• _EXERCISE DESCRIPTION_: Would you restate all the data that follows, word for word?

================

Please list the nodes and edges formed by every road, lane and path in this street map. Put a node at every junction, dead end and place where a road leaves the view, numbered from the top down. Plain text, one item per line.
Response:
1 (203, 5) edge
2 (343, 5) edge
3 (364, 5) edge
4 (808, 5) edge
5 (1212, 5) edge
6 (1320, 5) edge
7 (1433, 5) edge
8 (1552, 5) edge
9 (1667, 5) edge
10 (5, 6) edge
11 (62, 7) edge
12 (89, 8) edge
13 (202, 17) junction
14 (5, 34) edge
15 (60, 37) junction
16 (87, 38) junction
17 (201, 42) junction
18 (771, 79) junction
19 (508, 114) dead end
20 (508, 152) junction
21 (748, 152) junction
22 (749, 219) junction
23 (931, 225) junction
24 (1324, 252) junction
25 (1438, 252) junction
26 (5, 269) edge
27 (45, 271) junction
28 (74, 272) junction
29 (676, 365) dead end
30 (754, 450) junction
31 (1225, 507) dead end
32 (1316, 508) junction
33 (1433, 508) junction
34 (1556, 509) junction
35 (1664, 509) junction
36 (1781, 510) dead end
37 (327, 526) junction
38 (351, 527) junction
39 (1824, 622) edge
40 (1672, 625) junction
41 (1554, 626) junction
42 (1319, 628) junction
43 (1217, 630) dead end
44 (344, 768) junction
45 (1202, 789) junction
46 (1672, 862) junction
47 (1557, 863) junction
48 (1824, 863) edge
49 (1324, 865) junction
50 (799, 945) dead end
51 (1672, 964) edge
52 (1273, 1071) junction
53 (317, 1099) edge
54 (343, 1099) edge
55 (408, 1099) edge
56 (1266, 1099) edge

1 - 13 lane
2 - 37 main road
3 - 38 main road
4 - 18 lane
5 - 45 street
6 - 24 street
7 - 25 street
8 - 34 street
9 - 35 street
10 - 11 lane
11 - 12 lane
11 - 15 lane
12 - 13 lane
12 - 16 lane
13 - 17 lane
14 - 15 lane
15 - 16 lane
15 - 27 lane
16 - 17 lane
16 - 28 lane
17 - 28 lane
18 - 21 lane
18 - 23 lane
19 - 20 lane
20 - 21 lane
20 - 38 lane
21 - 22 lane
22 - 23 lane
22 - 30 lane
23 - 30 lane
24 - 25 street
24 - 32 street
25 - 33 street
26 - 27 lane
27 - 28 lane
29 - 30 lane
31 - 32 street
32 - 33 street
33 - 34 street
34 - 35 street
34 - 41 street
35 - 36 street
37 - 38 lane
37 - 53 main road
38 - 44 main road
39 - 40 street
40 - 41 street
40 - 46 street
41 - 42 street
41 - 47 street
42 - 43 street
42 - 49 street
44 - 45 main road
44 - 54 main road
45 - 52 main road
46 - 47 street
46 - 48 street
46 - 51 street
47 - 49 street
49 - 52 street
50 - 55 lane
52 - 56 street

================

• _EXERCISE OUTPUT_:
Please list the nodes and edges formed by every road, lane and path in this street map. Put a node at every junction, dead end and place where a road leaves the view, numbered from the top down. Plain text, one item per line.
Response:
1 (203, 5) edge
2 (343, 5) edge
3 (364, 5) edge
4 (808, 5) edge
5 (1212, 5) edge
6 (1320, 5) edge
7 (1433, 5) edge
8 (1552, 5) edge
9 (1667, 5) edge
10 (5, 6) edge
11 (62, 7) edge
12 (89, 8) edge
13 (202, 17) junction
14 (5, 34) edge
15 (60, 37) junction
16 (87, 38) junction
17 (201, 42) junction
18 (771, 79) junction
19 (508, 114) dead end
20 (508, 152) junction
21 (748, 152) junction
22 (749, 219) junction
23 (931, 225) junction
24 (1324, 252) junction
25 (1438, 252) junction
26 (5, 269) edge
27 (45, 271) junction
28 (74, 272) junction
29 (676, 365) dead end
30 (754, 450) junction
31 (1225, 507) dead end
32 (1316, 508) junction
33 (1433, 508) junction
34 (1556, 509) junction
35 (1664, 509) junction
36 (1781, 510) dead end
37 (327, 526) junction
38 (351, 527) junction
39 (1824, 622) edge
40 (1672, 625) junction
41 (1554, 626) junction
42 (1319, 628) junction
43 (1217, 630) dead end
44 (344, 768) junction
45 (1202, 789) junction
46 (1672, 862) junction
47 (1557, 863) junction
48 (1824, 863) edge
49 (1324, 865) junction
50 (799, 945) dead end
51 (1672, 964) edge
52 (1273, 1071) junction
53 (317, 1099) edge
54 (343, 1099) edge
55 (408, 1099) edge
56 (1266, 1099) edge

1 - 13 lane
2 - 37 main road
3 - 38 main road
4 - 18 lane
5 - 45 street
6 - 24 street
7 - 25 street
8 - 34 street
9 - 35 street
10 - 11 lane
11 - 12 lane
11 - 15 lane
12 - 13 lane
12 - 16 lane
13 - 17 lane
14 - 15 lane
15 - 16 lane
15 - 27 lane
16 - 17 lane
16 - 28 lane
17 - 28 lane
18 - 21 lane
18 - 23 lane
19 - 20 lane
20 - 21 lane
20 - 38 lane
21 - 22 lane
22 - 23 lane
22 - 30 lane
23 - 30 lane
24 - 25 street
24 - 32 street
25 - 33 street
26 - 27 lane
27 - 28 lane
29 - 30 lane
31 - 32 street
32 - 33 street
33 - 34 street
34 - 35 street
34 - 41 street
35 - 36 street
37 - 38 lane
37 - 53 main road
38 - 44 main road
39 - 40 street
40 - 41 street
40 - 46 street
41 - 42 street
41 - 47 street
42 - 43 street
42 - 49 street
44 - 45 main road
44 - 54 main road
45 - 52 main road
46 - 47 street
46 - 48 street
46 - 51 street
47 - 49 street
49 - 52 street
50 - 55 lane
52 - 56 street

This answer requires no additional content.